California's Supreme Court was right to compare extending marriage rights to gays and lesbians to the right of blacks and whites to marry each other -- a right first recognized by an American state shamefully late, in 1948 (California), and not recognized by the U.S. Supreme Court until 1967. Some interpretations of religion, some ideas of tradition and, most of all, sheer prejudice aside, there never was a good reason to keep whites and blacks from marrying, although for centuries offensive conventions and equally repugnant legal reasoning dressed up the bans as natural law.

Just as bans on miscegenation are now seen for what they were -- evidence of past ignorance finally unlearned -- bans on gay marriage will, one day let us hope, be seen in the same light. California and Massachusetts aside, they already are in Canada, Belgium, the Netherlands, South Africa and Spain.

Florida, meanwhile, insists on treading backward. The November ballot will feature a proposed amendment to the state constitution banning gay marriage, even though state law already bans it, and the Federal Defense of Marriage Act, in effect since 1996, gives states the right to deny recognition of gay marriages executed in other states. The amendment would not prohibit civil unions or laws that confer some rights and employment benefits to individuals in gay unions. It would only, in the discriminatory words of the, organization pushing the ban, forbid laws designed "to treat unmarried relationships as marriage or the substantial equivalent thereof."

In other words, it would ban treating gays and lesbians as equally as heterosexuals, without reserve or conditions. Unmarried heterosexuals could be facing legal discrimination as well.

The reasoning behind the gay-marriage ban sounds as compelling as miscegenation laws once seemed. The motive is no less repugnant.

"The right to marry," California Chief Justice Ronald M. George wrote for the court's majority last week, "represents the right of an individual to establish a legally recognized family with a person of one's choice and, as such, is of fundamental significance both to society and to the individual." Compare those words to those of Chief Justice Earl Warren in Loving v. Virginia, the case that overturned Virginia's ban on interracial marriage: "Under our Constitution, the freedom to marry, or not marry, a person of another race resides with the individual and cannot be infringed by the State."

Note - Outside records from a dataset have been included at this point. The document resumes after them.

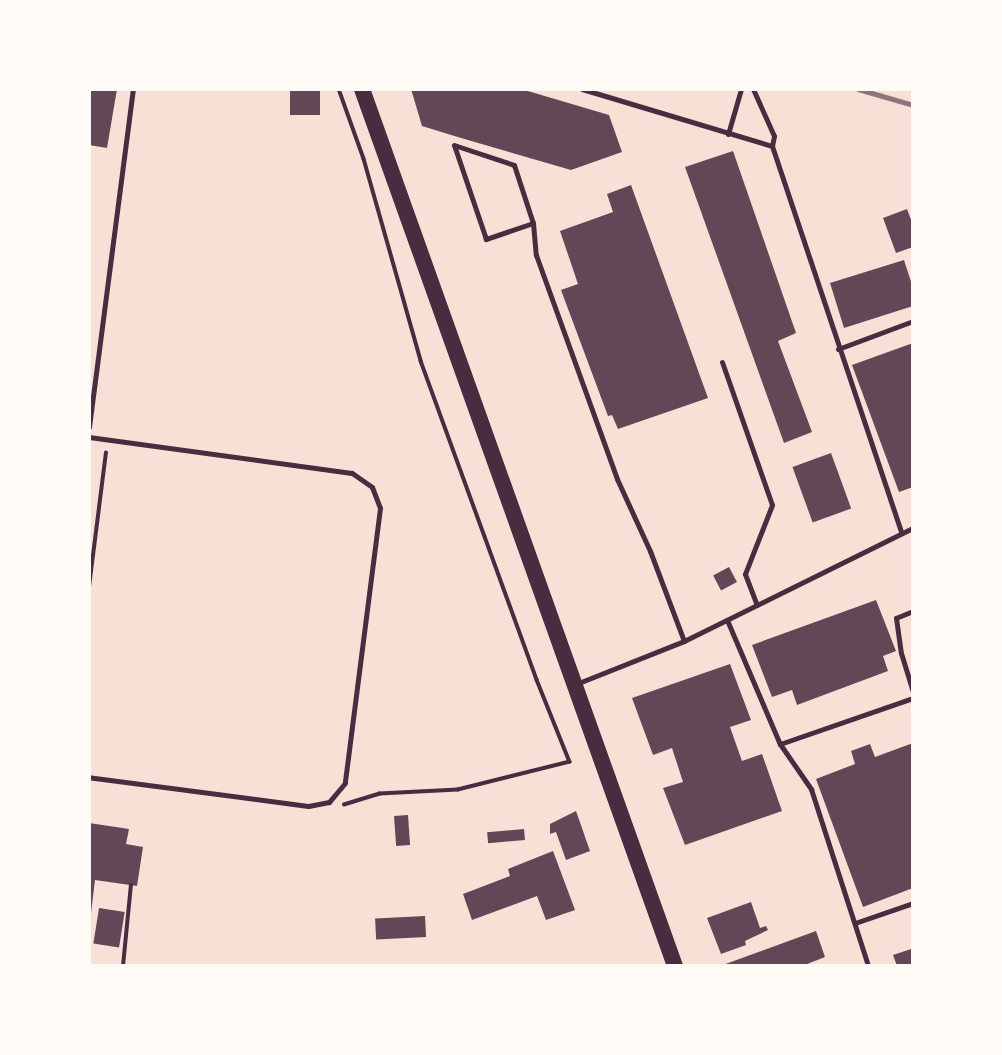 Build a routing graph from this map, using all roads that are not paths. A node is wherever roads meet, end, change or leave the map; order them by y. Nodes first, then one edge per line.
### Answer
1 (133, 89) edge
2 (362, 89) edge
3 (582, 89) edge
4 (741, 89) edge
5 (753, 89) edge
6 (727, 134) junction
7 (772, 146) junction
8 (533, 223) junction
9 (913, 321) edge
10 (838, 349) junction
11 (722, 362) dead end
12 (89, 427) edge
13 (89, 437) edge
14 (913, 528) edge
15 (901, 532) junction
16 (757, 605) junction
17 (913, 611) edge
18 (727, 620) junction
19 (684, 641) junction
20 (576, 684) junction
21 (913, 695) edge
22 (780, 744) junction
23 (89, 777) edge
24 (913, 903) edge
25 (855, 923) junction
26 (675, 966) edge
27 (868, 966) edge

1 - 12 lane
2 - 20 main road
3 - 6 lane
4 - 6 lane
5 - 7 lane
6 - 7 lane
7 - 10 lane
8 - 8 lane
8 - 19 lane
9 - 10 lane
10 - 15 lane
11 - 16 lane
13 - 23 lane
14 - 15 lane
15 - 16 lane
16 - 18 lane
17 - 21 lane
18 - 19 lane
18 - 22 lane
19 - 20 lane
20 - 26 main road
21 - 22 lane
22 - 25 lane
24 - 25 lane
25 - 27 lane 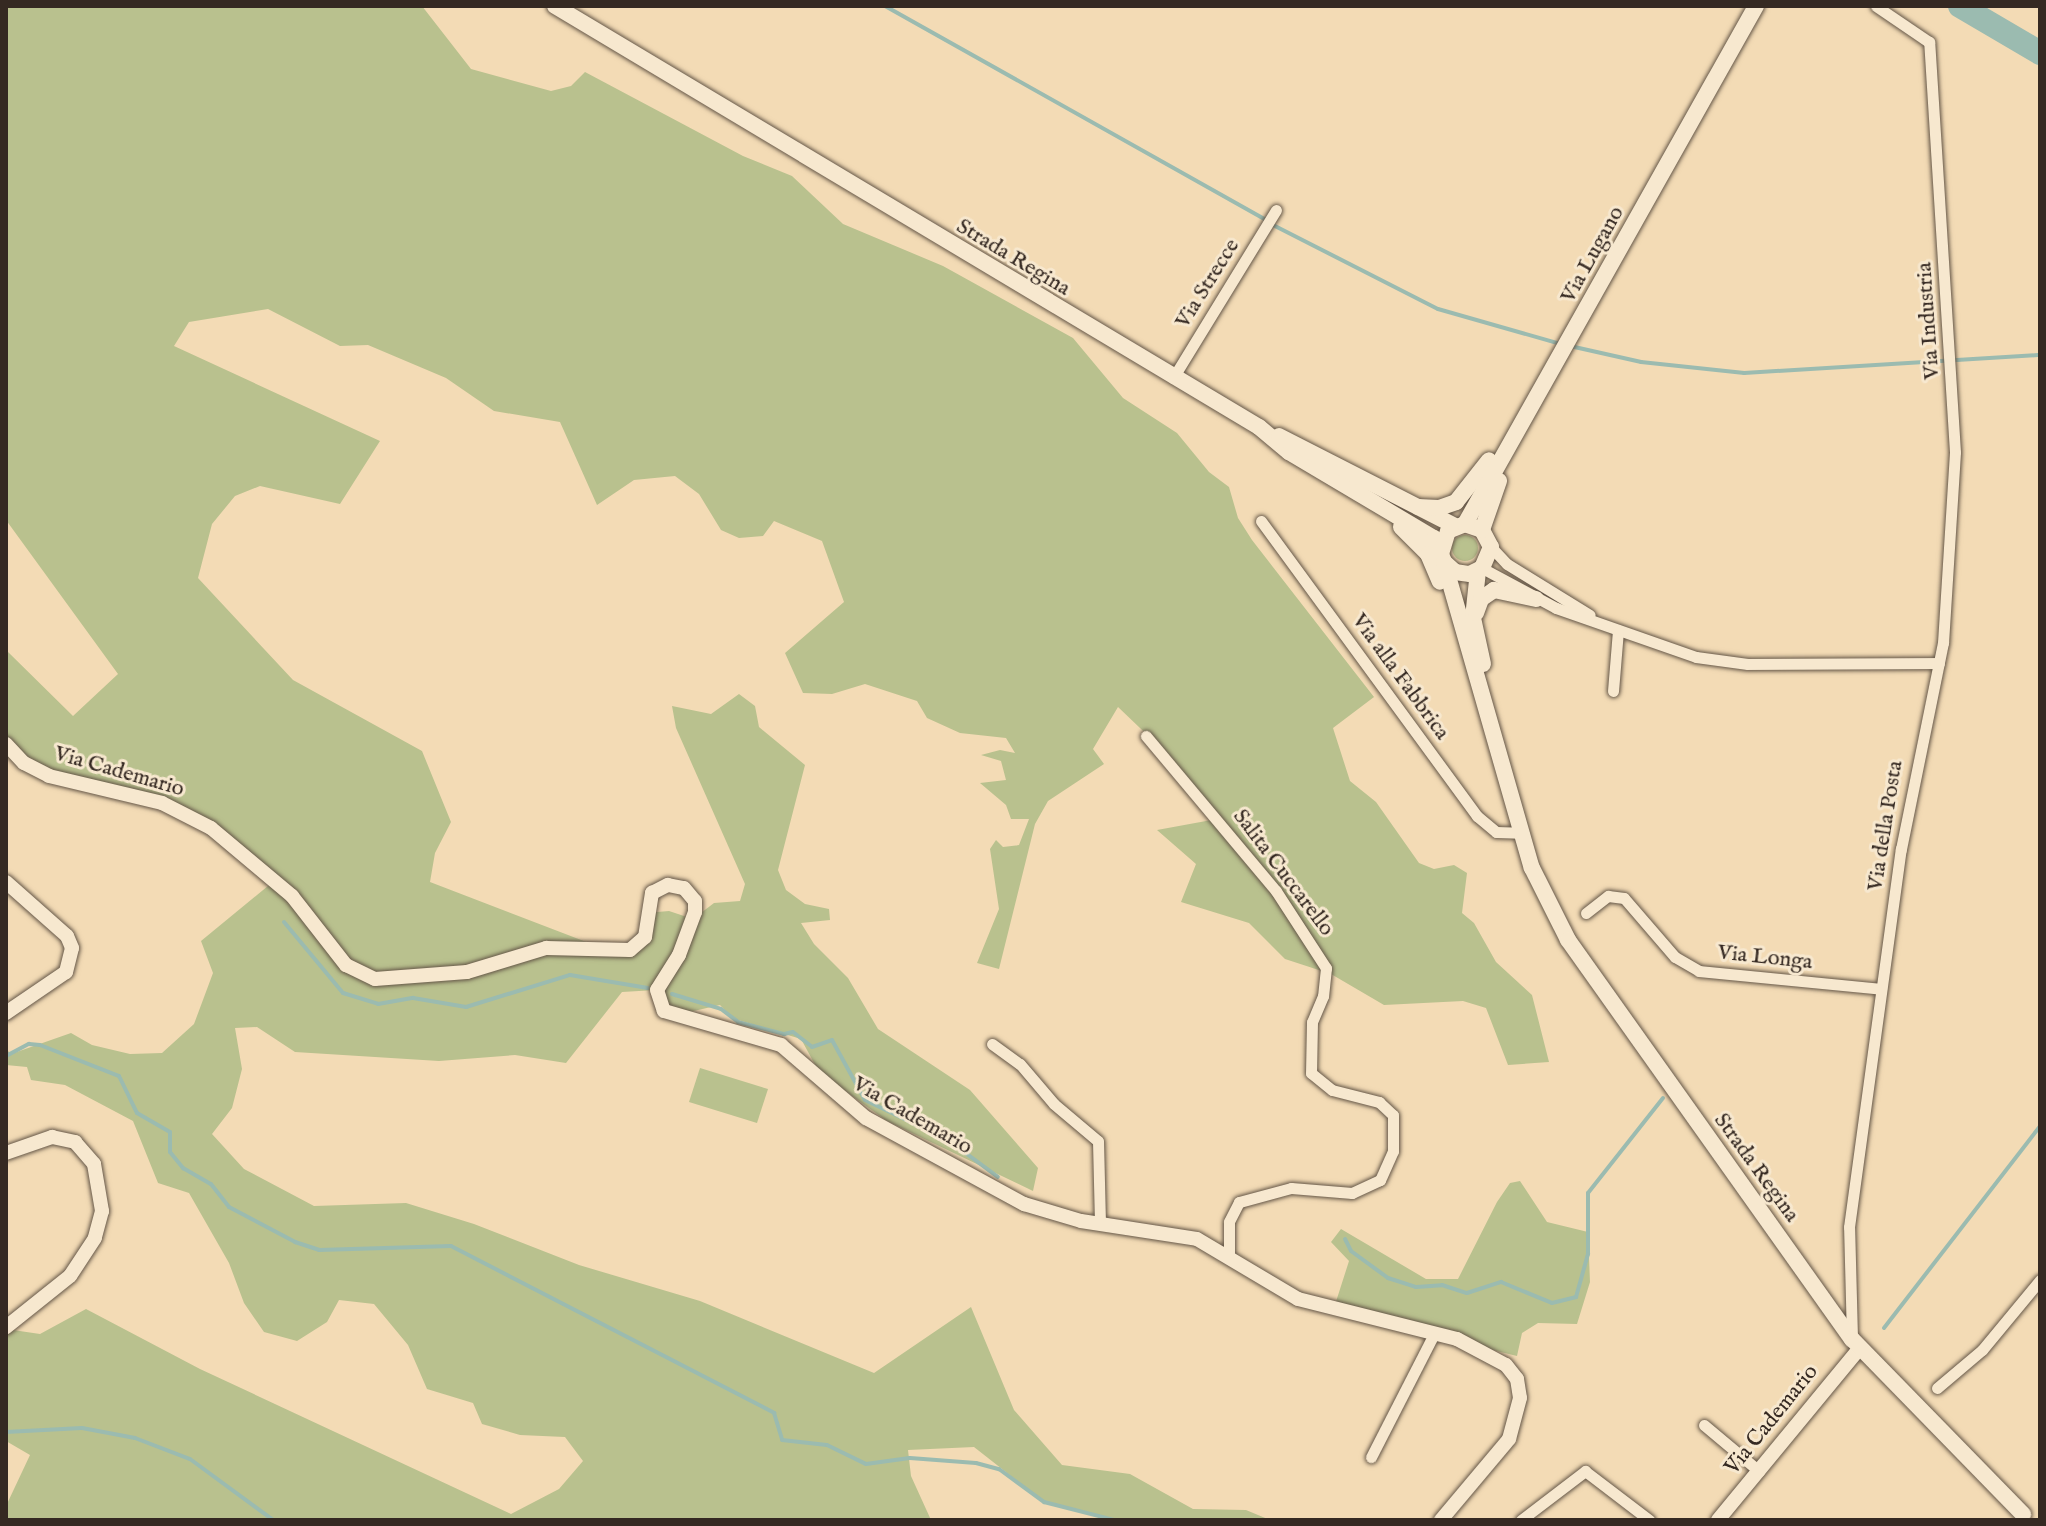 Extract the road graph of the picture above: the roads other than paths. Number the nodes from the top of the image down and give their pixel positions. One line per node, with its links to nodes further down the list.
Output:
1 (555, 6): 6 (main road, Strada Regina)
2 (1876, 6): 21 (street, Via Industria)
3 (1755, 8): 5 (main road, Via Lugano)
4 (1276, 210): 6 (street, Via Strecce)
5 (1569, 345): 7 (main road, Via Lugano); 13 (main road)
6 (1173, 378): 8 (main road, Strada Regina)
7 (1541, 387): 10 (main road); 12 (main road, Via Lugano)
8 (1259, 427): 9 (main road, Strada Regina); 10 (main road)
9 (1336, 479): 15 (main road, Strada Regina); 25 (main road)
10 (1403, 502): 12 (main road)
11 (1261, 521): 27 (street, Via alla Fabbrica)
12 (1460, 525): 13 (main road); 15 (main road)
13 (1482, 530): 14 (main road)
14 (1491, 547): 16 (main road); 18 (street)
15 (1442, 558): 16 (main road); 25 (main road, Strada Regina)
16 (1480, 570): 17 (street); 19 (main road, Strada Regina)
17 (1536, 599): 18 (street); 19 (main road)
18 (1604, 624): 20 (street)
19 (1475, 627): 26 (main road, Strada Regina)
20 (1618, 630): 21 (street); 22 (street)
21 (1939, 663): 30 (street, Via della Posta)
22 (1613, 691)
23 (1146, 736): 35 (street, Salita Cuccarello)
24 (6, 744): 34 (street, Via Cademario)
25 (1496, 756): 26 (main road, Strada Regina)
26 (1513, 806): 27 (main road, Strada Regina)
27 (1520, 833): 39 (main road, Strada Regina)
28 (6, 882): 31 (street)
29 (1586, 913): 30 (street, Via Longa)
30 (1881, 989): 39 (street, Via della Posta)
31 (6, 1013)
32 (992, 1044): 34 (street)
33 (6, 1153): 37 (street)
34 (1100, 1224): 35 (street, Via Cademario)
35 (1229, 1254): 38 (street, Via Cademario)
36 (2040, 1280): 40 (street)
37 (6, 1327)
38 (1435, 1332): 42 (street); 47 (street, Via Cademario)
39 (1856, 1343): 43 (street, Via Cademario); 45 (main road, Strada Regina)
40 (1937, 1388)
41 (1704, 1425): 43 (street)
42 (1371, 1457)
43 (1759, 1471): 49 (street, Via Cademario)
44 (2040, 1508): 45 (main road)
45 (2021, 1517)
46 (1521, 1519): 48 (street)
47 (1441, 1520)
48 (1649, 1520)
49 (1718, 1520)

Organizations like (formerly, propose not only to define marriage for everyone, but also to ensure that the state will infringe on one of the most fundamental rights of being human. Which is just the point in the end: Opponents of gay marriage don't see gays and lesbians as equals. And come November, to vote for that misnomer of a "pro-marriage" amendment is to vote for a modern-day version of the separate-but-equal standard that once applied to blacks. It is to endorse the view that gays and lesbians are a lesser breed not worthy of equal protection.